● **Task to carry out**
Here are some records. Repeat them all exactly.

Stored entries
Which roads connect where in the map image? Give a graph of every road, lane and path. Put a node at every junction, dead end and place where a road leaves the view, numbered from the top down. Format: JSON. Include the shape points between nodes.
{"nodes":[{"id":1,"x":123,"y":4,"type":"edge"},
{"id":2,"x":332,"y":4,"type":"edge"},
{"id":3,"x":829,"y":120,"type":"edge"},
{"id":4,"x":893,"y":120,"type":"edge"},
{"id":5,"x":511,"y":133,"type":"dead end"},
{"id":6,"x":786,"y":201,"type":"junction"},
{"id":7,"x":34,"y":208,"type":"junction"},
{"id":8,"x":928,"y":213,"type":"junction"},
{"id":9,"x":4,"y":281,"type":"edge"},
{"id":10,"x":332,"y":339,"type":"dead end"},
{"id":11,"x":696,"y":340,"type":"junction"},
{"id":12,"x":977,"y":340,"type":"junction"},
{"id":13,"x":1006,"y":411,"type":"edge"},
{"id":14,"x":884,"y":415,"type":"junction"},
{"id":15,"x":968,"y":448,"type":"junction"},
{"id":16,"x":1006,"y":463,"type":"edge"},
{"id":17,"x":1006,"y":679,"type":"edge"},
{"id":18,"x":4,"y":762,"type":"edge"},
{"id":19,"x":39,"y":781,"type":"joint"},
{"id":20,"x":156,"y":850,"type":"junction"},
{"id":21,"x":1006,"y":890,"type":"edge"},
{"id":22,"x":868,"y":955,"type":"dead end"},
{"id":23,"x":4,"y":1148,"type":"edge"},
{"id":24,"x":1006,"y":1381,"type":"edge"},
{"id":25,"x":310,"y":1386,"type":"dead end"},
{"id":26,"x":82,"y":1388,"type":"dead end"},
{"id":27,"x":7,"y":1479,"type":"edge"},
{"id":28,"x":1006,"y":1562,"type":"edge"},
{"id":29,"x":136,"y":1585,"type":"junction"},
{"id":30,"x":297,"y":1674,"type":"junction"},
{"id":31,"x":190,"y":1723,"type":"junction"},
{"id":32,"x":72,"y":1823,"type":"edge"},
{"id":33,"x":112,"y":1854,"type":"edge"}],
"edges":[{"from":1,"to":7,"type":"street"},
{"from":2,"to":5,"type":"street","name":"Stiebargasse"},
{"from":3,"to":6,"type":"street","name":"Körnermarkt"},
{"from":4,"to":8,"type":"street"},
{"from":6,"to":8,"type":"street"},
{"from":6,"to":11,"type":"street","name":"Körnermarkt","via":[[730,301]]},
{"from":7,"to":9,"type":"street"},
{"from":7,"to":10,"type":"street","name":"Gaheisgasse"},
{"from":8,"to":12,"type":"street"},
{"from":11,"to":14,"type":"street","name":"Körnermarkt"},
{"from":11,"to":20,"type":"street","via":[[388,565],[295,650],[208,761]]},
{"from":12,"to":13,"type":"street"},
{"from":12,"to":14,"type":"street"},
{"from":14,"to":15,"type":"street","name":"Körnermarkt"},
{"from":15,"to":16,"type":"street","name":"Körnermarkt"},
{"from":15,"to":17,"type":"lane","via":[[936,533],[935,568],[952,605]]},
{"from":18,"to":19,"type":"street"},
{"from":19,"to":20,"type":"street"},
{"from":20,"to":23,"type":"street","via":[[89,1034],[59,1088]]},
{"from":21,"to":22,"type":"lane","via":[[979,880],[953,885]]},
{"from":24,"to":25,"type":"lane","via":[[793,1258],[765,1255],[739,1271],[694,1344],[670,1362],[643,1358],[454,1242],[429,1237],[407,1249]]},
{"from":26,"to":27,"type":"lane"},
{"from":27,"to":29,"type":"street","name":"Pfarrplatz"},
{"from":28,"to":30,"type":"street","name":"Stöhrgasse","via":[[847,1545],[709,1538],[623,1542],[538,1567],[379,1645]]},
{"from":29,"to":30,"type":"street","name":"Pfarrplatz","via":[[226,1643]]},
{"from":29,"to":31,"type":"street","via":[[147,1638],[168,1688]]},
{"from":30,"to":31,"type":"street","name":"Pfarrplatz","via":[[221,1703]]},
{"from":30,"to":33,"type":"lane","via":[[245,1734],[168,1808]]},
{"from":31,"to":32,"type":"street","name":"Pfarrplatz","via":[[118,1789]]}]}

● **Written response**
Which roads connect where in the map image? Give a graph of every road, lane and path. Put a node at every junction, dead end and place where a road leaves the view, numbered from the top down. Format: JSON. Include the shape points between nodes.
{"nodes":[{"id":1,"x":123,"y":4,"type":"edge"},
{"id":2,"x":332,"y":4,"type":"edge"},
{"id":3,"x":829,"y":120,"type":"edge"},
{"id":4,"x":893,"y":120,"type":"edge"},
{"id":5,"x":511,"y":133,"type":"dead end"},
{"id":6,"x":786,"y":201,"type":"junction"},
{"id":7,"x":34,"y":208,"type":"junction"},
{"id":8,"x":928,"y":213,"type":"junction"},
{"id":9,"x":4,"y":281,"type":"edge"},
{"id":10,"x":332,"y":339,"type":"dead end"},
{"id":11,"x":696,"y":340,"type":"junction"},
{"id":12,"x":977,"y":340,"type":"junction"},
{"id":13,"x":1006,"y":411,"type":"edge"},
{"id":14,"x":884,"y":415,"type":"junction"},
{"id":15,"x":968,"y":448,"type":"junction"},
{"id":16,"x":1006,"y":463,"type":"edge"},
{"id":17,"x":1006,"y":679,"type":"edge"},
{"id":18,"x":4,"y":762,"type":"edge"},
{"id":19,"x":39,"y":781,"type":"joint"},
{"id":20,"x":156,"y":850,"type":"junction"},
{"id":21,"x":1006,"y":890,"type":"edge"},
{"id":22,"x":868,"y":955,"type":"dead end"},
{"id":23,"x":4,"y":1148,"type":"edge"},
{"id":24,"x":1006,"y":1381,"type":"edge"},
{"id":25,"x":310,"y":1386,"type":"dead end"},
{"id":26,"x":82,"y":1388,"type":"dead end"},
{"id":27,"x":7,"y":1479,"type":"edge"},
{"id":28,"x":1006,"y":1562,"type":"edge"},
{"id":29,"x":136,"y":1585,"type":"junction"},
{"id":30,"x":297,"y":1674,"type":"junction"},
{"id":31,"x":190,"y":1723,"type":"junction"},
{"id":32,"x":72,"y":1823,"type":"edge"},
{"id":33,"x":112,"y":1854,"type":"edge"}],
"edges":[{"from":1,"to":7,"type":"street"},
{"from":2,"to":5,"type":"street","name":"Stiebargasse"},
{"from":3,"to":6,"type":"street","name":"Körnermarkt"},
{"from":4,"to":8,"type":"street"},
{"from":6,"to":8,"type":"street"},
{"from":6,"to":11,"type":"street","name":"Körnermarkt","via":[[730,301]]},
{"from":7,"to":9,"type":"street"},
{"from":7,"to":10,"type":"street","name":"Gaheisgasse"},
{"from":8,"to":12,"type":"street"},
{"from":11,"to":14,"type":"street","name":"Körnermarkt"},
{"from":11,"to":20,"type":"street","via":[[388,565],[295,650],[208,761]]},
{"from":12,"to":13,"type":"street"},
{"from":12,"to":14,"type":"street"},
{"from":14,"to":15,"type":"street","name":"Körnermarkt"},
{"from":15,"to":16,"type":"street","name":"Körnermarkt"},
{"from":15,"to":17,"type":"lane","via":[[936,533],[935,568],[952,605]]},
{"from":18,"to":19,"type":"street"},
{"from":19,"to":20,"type":"street"},
{"from":20,"to":23,"type":"street","via":[[89,1034],[59,1088]]},
{"from":21,"to":22,"type":"lane","via":[[979,880],[953,885]]},
{"from":24,"to":25,"type":"lane","via":[[793,1258],[765,1255],[739,1271],[694,1344],[670,1362],[643,1358],[454,1242],[429,1237],[407,1249]]},
{"from":26,"to":27,"type":"lane"},
{"from":27,"to":29,"type":"street","name":"Pfarrplatz"},
{"from":28,"to":30,"type":"street","name":"Stöhrgasse","via":[[847,1545],[709,1538],[623,1542],[538,1567],[379,1645]]},
{"from":29,"to":30,"type":"street","name":"Pfarrplatz","via":[[226,1643]]},
{"from":29,"to":31,"type":"street","via":[[147,1638],[168,1688]]},
{"from":30,"to":31,"type":"street","name":"Pfarrplatz","via":[[221,1703]]},
{"from":30,"to":33,"type":"lane","via":[[245,1734],[168,1808]]},
{"from":31,"to":32,"type":"street","name":"Pfarrplatz","via":[[118,1789]]}]}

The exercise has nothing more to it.